Bocadillos and Peanut Butter

Give me a break, give me a break, break me off a piece of that bocadillo…and give it to someone else because my stomach might turn on me if I feed it another sandwich meant for a family of four.  I hope everyone is familiar with the Kit-Kat bar jingle.  In any case, suffice it to say that I have consumed, enjoyed, even delighted in my fair share of starchy, cheesy goodness, but there’s only so much a girl can handle!  Being a pescatarian complicates matters even more, typically leaving me with only a couple of options, at least in the way of Spain’s trusty bocadillos (essentially a long sandwich made by cutting a baguette in half and filling it with meat, cheese, and/or veggies).  I’m doing my best to integrate myself into Spanish culture, but I can’t claim that I haven’t had moments of weakness.  Take the time, for example, I spent 8 euros (that’s over $10) on a jar of peanut butter (worth it).  Or, the time I spent 45 minutes in the grocery store searching for hummus (worth it).  I can’t forget the time I literally shrieked when I saw a Thai restaurant down the street from my class in the Prado museum (worth the awkward stares of passersby).

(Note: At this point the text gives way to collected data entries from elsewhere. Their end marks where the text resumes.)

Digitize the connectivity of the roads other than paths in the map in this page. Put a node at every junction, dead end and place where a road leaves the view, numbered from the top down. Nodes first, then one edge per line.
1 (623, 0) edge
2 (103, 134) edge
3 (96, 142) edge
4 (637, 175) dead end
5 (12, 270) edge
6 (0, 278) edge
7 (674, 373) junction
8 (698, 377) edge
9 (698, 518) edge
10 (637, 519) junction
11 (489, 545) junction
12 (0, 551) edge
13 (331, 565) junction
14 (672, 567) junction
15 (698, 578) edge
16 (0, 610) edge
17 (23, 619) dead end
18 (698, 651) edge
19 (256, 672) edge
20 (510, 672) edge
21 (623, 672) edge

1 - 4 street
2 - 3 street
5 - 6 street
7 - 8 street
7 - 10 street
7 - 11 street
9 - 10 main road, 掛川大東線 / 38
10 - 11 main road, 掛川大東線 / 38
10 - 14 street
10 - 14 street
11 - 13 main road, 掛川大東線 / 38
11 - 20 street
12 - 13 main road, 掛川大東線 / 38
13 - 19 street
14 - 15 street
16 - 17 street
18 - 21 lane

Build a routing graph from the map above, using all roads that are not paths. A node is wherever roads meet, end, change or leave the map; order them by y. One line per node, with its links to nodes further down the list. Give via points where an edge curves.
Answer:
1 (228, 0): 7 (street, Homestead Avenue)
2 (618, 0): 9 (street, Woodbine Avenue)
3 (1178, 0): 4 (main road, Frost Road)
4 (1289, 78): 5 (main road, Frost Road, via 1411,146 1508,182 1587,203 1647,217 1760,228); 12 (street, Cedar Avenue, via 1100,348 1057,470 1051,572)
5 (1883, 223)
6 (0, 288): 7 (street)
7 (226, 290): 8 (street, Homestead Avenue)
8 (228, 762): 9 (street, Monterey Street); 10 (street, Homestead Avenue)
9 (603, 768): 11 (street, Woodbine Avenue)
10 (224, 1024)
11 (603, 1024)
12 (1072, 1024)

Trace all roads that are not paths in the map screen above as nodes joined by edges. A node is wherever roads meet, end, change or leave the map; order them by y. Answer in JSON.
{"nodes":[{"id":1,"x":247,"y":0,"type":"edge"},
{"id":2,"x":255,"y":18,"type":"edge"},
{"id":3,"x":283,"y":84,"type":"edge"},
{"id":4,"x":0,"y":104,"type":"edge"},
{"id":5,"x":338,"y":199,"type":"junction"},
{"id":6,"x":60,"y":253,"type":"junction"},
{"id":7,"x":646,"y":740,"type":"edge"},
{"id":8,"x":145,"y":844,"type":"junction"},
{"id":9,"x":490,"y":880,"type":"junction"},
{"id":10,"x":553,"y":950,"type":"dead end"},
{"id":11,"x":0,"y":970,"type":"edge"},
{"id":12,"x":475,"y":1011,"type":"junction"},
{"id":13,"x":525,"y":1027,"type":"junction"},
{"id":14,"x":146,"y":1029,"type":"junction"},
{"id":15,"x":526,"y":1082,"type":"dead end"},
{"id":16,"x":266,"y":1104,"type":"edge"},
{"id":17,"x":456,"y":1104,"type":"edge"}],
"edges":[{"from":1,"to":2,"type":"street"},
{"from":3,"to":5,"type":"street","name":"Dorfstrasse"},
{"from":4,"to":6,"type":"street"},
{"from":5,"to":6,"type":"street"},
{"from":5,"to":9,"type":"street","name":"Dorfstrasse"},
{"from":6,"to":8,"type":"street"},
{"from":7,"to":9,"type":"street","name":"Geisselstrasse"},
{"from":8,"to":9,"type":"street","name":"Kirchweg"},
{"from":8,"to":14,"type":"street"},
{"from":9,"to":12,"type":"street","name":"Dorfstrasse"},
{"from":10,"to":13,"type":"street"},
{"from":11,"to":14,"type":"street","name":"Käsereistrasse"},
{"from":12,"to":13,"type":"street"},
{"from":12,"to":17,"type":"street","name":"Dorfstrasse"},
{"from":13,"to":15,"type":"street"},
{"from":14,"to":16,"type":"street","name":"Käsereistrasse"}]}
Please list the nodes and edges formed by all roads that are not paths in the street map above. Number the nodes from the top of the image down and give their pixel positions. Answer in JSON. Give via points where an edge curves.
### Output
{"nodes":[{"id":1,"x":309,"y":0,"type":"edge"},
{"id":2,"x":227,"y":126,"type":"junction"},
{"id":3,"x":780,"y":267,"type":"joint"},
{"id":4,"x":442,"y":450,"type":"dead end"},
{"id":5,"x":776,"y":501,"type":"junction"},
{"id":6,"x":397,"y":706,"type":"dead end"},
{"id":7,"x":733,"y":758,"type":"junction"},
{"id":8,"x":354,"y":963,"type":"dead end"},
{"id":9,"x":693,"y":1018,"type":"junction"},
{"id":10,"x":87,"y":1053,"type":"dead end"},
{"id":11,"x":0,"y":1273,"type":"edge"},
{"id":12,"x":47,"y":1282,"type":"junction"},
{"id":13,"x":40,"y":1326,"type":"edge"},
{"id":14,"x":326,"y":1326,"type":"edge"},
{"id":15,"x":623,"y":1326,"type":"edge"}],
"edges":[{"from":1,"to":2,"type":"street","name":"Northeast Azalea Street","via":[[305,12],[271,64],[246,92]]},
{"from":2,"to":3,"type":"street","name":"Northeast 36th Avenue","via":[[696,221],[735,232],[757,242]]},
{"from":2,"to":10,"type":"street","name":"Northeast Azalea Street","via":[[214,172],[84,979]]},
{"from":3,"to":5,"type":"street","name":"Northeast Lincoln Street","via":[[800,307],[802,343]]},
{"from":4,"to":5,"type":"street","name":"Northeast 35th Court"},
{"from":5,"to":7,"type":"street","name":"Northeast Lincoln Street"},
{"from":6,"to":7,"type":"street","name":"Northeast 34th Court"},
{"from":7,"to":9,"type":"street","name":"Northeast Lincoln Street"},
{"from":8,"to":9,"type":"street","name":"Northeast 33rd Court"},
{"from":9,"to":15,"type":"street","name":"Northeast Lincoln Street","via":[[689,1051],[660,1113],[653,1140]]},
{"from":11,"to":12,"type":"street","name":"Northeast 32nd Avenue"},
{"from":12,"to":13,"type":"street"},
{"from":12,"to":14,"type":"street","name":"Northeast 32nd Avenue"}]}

In spite of my hard-to-break eating habits, I have been taking strides towards Spanish cuisine bliss—well, the poor college student version of Spanish cuisine bliss.  I found one restaurant in Chueca, a trendy neighborhood in Madrid home to a plethora of bars, eats, and shopping.  Three friends and I strolled in around 10:45, late even for a Madrileño, and immediately ordered some appetizers and a bottle of red wine.  We were offered bread and water (Warning: Despite how generous this inquiry might sound, you will have to pay for each separately), and each ordered a large meal.  My ravioli with gambas (prawns) was creamy, rich, and delicious—perhaps not quintessential Spanish cuisine, but it had to do!  The most daunting part of any dining excursion in Spain, of course, is the bill—given the trendy atmosphere of Bazaar, we all sort of ignored the prices.  But—lo and behold!—my share came out to a mere 10 euro—the same cost as my peanut butter!

As much as I miss my local supermarket, being tired of some of the food here has forced me to explore new neighborhoods and see more of Madrid’s hidden pleasures.  I can’t promise that I won’t break the bank every once in a while, and I can’t promise that I’ll give up my peanut butter (nobody wants to see me without a peanut butter supply), but I can promise that I’ll try the best (pescatarian) food Madrid has to offer!